Sterling's slump in the wake of the EU referendum has seen US-based cloud services become relatively more expensive for UK firms, leading to widespread concerns that these costs could spiral out of control.
Large-scale consumers of US-based services could see significant additional costs, tightening their margins and handing an advantage to their competitors.
And in fact the price rises have already started, with Microsoft recently announcing that its Sterling pricing for enterprise software and cloud licenses will increase by as much as 22 per cent from 1st January 2017.
V3's sister title Computing asked its audience whether they are affected by these issues in a recent poll, and found that feelings in the industry are mixed, as firms struggle to get to grips with the implications of Brexit and sterling's sudden drop.
In the poll, 77 per cent of respondents said that their firms consume US-based cloud services, and many are already feeling the squeeze. Almost a third of respondents (31 per cent) said that these services had become "a lot more expensive" since Sterling's fall, with 30 per cent quantifying the cost increase as "a little more expensive." However, it seems that many providers have yet to bump up their pricing, as a further 39 per cent said they had yet to see any increases.
So will these price increases, and there will surely be more over the coming months, see UK-based firms move away from US-based services? 31 per cent of respondents said they would, with 54 per cent still making up their minds. The remaining 15 per cent were more bullish, stating that they wouldn't be switching providers.

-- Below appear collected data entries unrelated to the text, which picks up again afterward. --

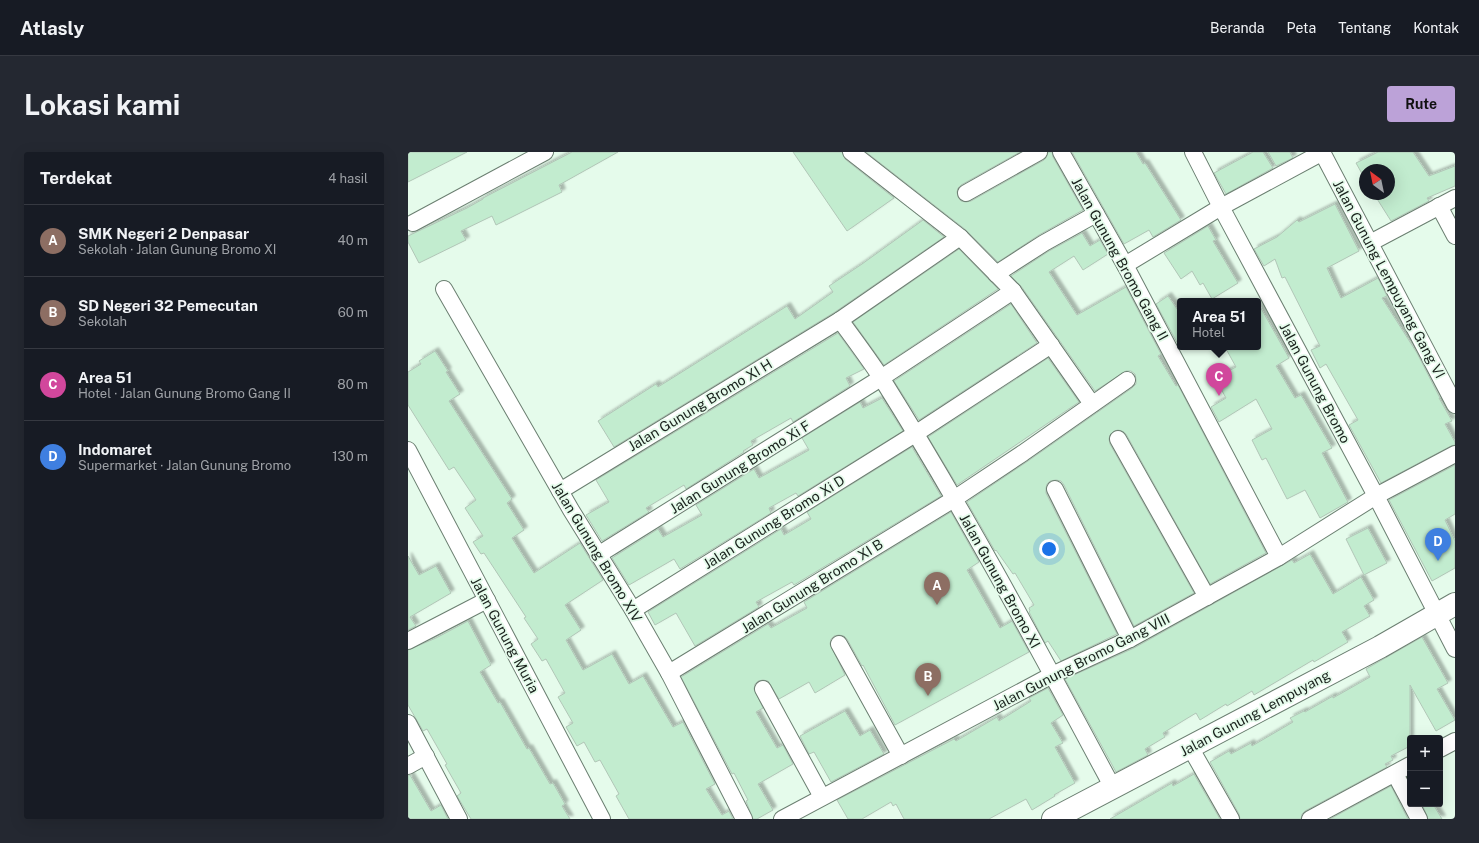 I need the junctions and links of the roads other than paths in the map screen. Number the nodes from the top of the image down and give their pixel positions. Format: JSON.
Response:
{"nodes":[{"id":1,"x":545,"y":152,"type":"edge"},
{"id":2,"x":851,"y":152,"type":"edge"},
{"id":3,"x":1039,"y":152,"type":"edge"},
{"id":4,"x":1061,"y":152,"type":"edge"},
{"id":5,"x":1193,"y":152,"type":"edge"},
{"id":6,"x":1322,"y":152,"type":"edge"},
{"id":7,"x":966,"y":193,"type":"dead end"},
{"id":8,"x":1455,"y":198,"type":"edge"},
{"id":9,"x":1439,"y":206,"type":"junction"},
{"id":10,"x":1221,"y":207,"type":"junction"},
{"id":11,"x":1096,"y":214,"type":"junction"},
{"id":12,"x":413,"y":223,"type":"dead end"},
{"id":13,"x":1455,"y":236,"type":"edge"},
{"id":14,"x":960,"y":237,"type":"junction"},
{"id":15,"x":1370,"y":243,"type":"junction"},
{"id":16,"x":1125,"y":265,"type":"junction"},
{"id":17,"x":996,"y":274,"type":"junction"},
{"id":18,"x":444,"y":288,"type":"dead end"},
{"id":19,"x":1013,"y":291,"type":"junction"},
{"id":20,"x":840,"y":320,"type":"junction"},
{"id":21,"x":1051,"y":346,"type":"junction"},
{"id":22,"x":881,"y":378,"type":"junction"},
{"id":23,"x":1126,"y":380,"type":"dead end"},
{"id":24,"x":1092,"y":404,"type":"junction"},
{"id":25,"x":1455,"y":405,"type":"edge"},
{"id":26,"x":915,"y":434,"type":"junction"},
{"id":27,"x":1118,"y":438,"type":"dead end"},
{"id":28,"x":408,"y":450,"type":"edge"},
{"id":29,"x":1455,"y":454,"type":"edge"},
{"id":30,"x":1055,"y":489,"type":"dead end"},
{"id":31,"x":560,"y":491,"type":"junction"},
{"id":32,"x":1376,"y":496,"type":"junction"},
{"id":33,"x":954,"y":499,"type":"junction"},
{"id":34,"x":598,"y":556,"type":"junction"},
{"id":35,"x":1279,"y":557,"type":"junction"},
{"id":36,"x":1207,"y":597,"type":"junction"},
{"id":37,"x":487,"y":600,"type":"junction"},
{"id":38,"x":1446,"y":609,"type":"edge"},
{"id":39,"x":633,"y":610,"type":"junction"},
{"id":40,"x":1130,"y":639,"type":"junction"},
{"id":41,"x":408,"y":641,"type":"edge"},
{"id":42,"x":839,"y":644,"type":"dead end"},
{"id":43,"x":1455,"y":649,"type":"edge"},
{"id":44,"x":669,"y":673,"type":"junction"},
{"id":45,"x":1052,"y":675,"type":"junction"},
{"id":46,"x":763,"y":689,"type":"dead end"},
{"id":47,"x":408,"y":723,"type":"edge"},
{"id":48,"x":1455,"y":741,"type":"edge"},
{"id":49,"x":1190,"y":747,"type":"junction"},
{"id":50,"x":1443,"y":747,"type":"edge"},
{"id":51,"x":426,"y":756,"type":"junction"},
{"id":52,"x":901,"y":756,"type":"junction"},
{"id":53,"x":408,"y":766,"type":"edge"},
{"id":54,"x":1407,"y":767,"type":"edge"},
{"id":55,"x":1395,"y":774,"type":"junction"},
{"id":56,"x":1113,"y":788,"type":"junction"},
{"id":57,"x":822,"y":797,"type":"junction"},
{"id":58,"x":1407,"y":797,"type":"edge"},
{"id":59,"x":1412,"y":807,"type":"edge"},
{"id":60,"x":1320,"y":816,"type":"edge"},
{"id":61,"x":459,"y":819,"type":"edge"},
{"id":62,"x":602,"y":819,"type":"edge"},
{"id":63,"x":744,"y":819,"type":"edge"},
{"id":64,"x":782,"y":819,"type":"edge"},
{"id":65,"x":1053,"y":819,"type":"edge"},
{"id":66,"x":1231,"y":819,"type":"edge"},
{"id":67,"x":1419,"y":819,"type":"edge"}],
"edges":[{"from":1,"to":12,"type":"street"},
{"from":2,"to":14,"type":"street"},
{"from":3,"to":7,"type":"street"},
{"from":4,"to":11,"type":"street","name":"Jalan Gunung Bromo Gang II"},
{"from":5,"to":10,"type":"street","name":"Jalan Gunung Bromo"},
{"from":6,"to":10,"type":"street"},
{"from":6,"to":15,"type":"street","name":"Jalan Gunung Lempuyang Gang VI"},
{"from":8,"to":9,"type":"street"},
{"from":9,"to":13,"type":"street"},
{"from":9,"to":15,"type":"street"},
{"from":10,"to":16,"type":"street"},
{"from":10,"to":32,"type":"street","name":"Jalan Gunung Bromo"},
{"from":11,"to":16,"type":"street","name":"Jalan Gunung Bromo Gang II"},
{"from":11,"to":17,"type":"street"},
{"from":14,"to":17,"type":"street"},
{"from":14,"to":20,"type":"street","name":"Jalan Gunung Bromo XI H"},
{"from":15,"to":25,"type":"street","name":"Jalan Gunung Lempuyang Gang VI"},
{"from":16,"to":35,"type":"street","name":"Jalan Gunung Bromo Gang II"},
{"from":17,"to":19,"type":"street"},
{"from":18,"to":31,"type":"street","name":"Jalan Gunung Bromo XIV"},
{"from":19,"to":21,"type":"street"},
{"from":19,"to":22,"type":"street","name":"Jalan Gunung Bromo Xi F"},
{"from":20,"to":22,"type":"street","name":"Jalan Gunung Bromo XI"},
{"from":20,"to":31,"type":"street","name":"Jalan Gunung Bromo XI H"},
{"from":21,"to":24,"type":"street"},
{"from":21,"to":26,"type":"street","name":"Jalan Gunung Bromo Xi D"},
{"from":22,"to":26,"type":"street","name":"Jalan Gunung Bromo XI"},
{"from":22,"to":34,"type":"street","name":"Jalan Gunung Bromo Xi F"},
{"from":23,"to":24,"type":"street","name":"Jalan Gunung Bromo XI B"},
{"from":24,"to":33,"type":"street","name":"Jalan Gunung Bromo XI B"},
{"from":26,"to":33,"type":"street","name":"Jalan Gunung Bromo XI"},
{"from":26,"to":39,"type":"street","name":"Jalan Gunung Bromo Xi D"},
{"from":27,"to":36,"type":"street"},
{"from":28,"to":37,"type":"street","name":"Jalan Gunung Muria"},
{"from":29,"to":32,"type":"street","name":"Jalan Gunung Bromo Gang VIII"},
{"from":30,"to":40,"type":"street"},
{"from":31,"to":34,"type":"street","name":"Jalan Gunung Bromo XIV"},
{"from":32,"to":35,"type":"street","name":"Jalan Gunung Bromo Gang VIII"},
{"from":32,"to":38,"type":"street","name":"Jalan Gunung Bromo"},
{"from":33,"to":44,"type":"street","name":"Jalan Gunung Bromo XI B"},
{"from":33,"to":45,"type":"street","name":"Jalan Gunung Bromo XI"},
{"from":34,"to":39,"type":"street","name":"Jalan Gunung Bromo XIV"},
{"from":35,"to":36,"type":"street","name":"Jalan Gunung Bromo Gang VIII"},
{"from":36,"to":40,"type":"street","name":"Jalan Gunung Bromo Gang VIII"},
{"from":37,"to":41,"type":"street"},
{"from":37,"to":62,"type":"street","name":"Jalan Gunung Muria"},
{"from":38,"to":43,"type":"street","name":"Jalan Gunung Bromo"},
{"from":38,"to":49,"type":"street","name":"Jalan Gunung Lempuyang"},
{"from":39,"to":44,"type":"street","name":"Jalan Gunung Bromo XIV"},
{"from":40,"to":45,"type":"street","name":"Jalan Gunung Bromo Gang VIII"},
{"from":42,"to":52,"type":"street"},
{"from":44,"to":63,"type":"street","name":"Jalan Gunung Bromo XIV"},
{"from":45,"to":52,"type":"street","name":"Jalan Gunung Bromo Gang VIII"},
{"from":45,"to":56,"type":"street","name":"Jalan Gunung Bromo XI"},
{"from":46,"to":57,"type":"street"},
{"from":47,"to":51,"type":"street"},
{"from":48,"to":50,"type":"street"},
{"from":49,"to":56,"type":"street","name":"Jalan Gunung Lempuyang"},
{"from":49,"to":66,"type":"street"},
{"from":51,"to":53,"type":"street"},
{"from":51,"to":61,"type":"street"},
{"from":52,"to":57,"type":"street","name":"Jalan Gunung Bromo Gang VIII"},
{"from":54,"to":55,"type":"street"},
{"from":55,"to":58,"type":"street"},
{"from":55,"to":60,"type":"street"},
{"from":56,"to":65,"type":"street","name":"Jalan Gunung Lempuyang"},
{"from":57,"to":64,"type":"street","name":"Jalan Gunung Bromo Gang VIII"},
{"from":59,"to":67,"type":"street"}]}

Wherever firms decide to place their trust and their pounds, the industry seems fairly unanimous that it will be with cloud providers somewhere, with 77 per cent stating that they weren't considering using more on-premises services as a result of the exchange rate fluctuations. The remaining 23 per cent however stated that they are considering that alternative.
James Butler, CTO at IT services provider Trustmarque, explained that many firms will decide to stick with their existing services due to the difficulty of migrating between suppliers.
"Migration can be a difficult process, and only the biggest customers will find themselves in a solid bargaining position. In general, orgnisations should just try to keep a check on their current cloud consumption to shore up their negotiation credentials."
He also advised firms to consider negotiating fixed price cloud contracts, and to maintain a variety of cloud suppliers
"Some vendors do offer agreements that will protect against price rises for a period, but often only for one year," said Butler. "This is a sensible factor to investigate and consider as part of commercial negotiation.
"Firms should also consider having a local option as part of their architecture, which won't be as affected by exchange rates. Having a number of different providers already available as options is also a good way of spreading and reducing risk. The key consideration is that firms need to be confident that their data can be retrieved in any circumstance - which is the most basic starting point when switching provider," he argued.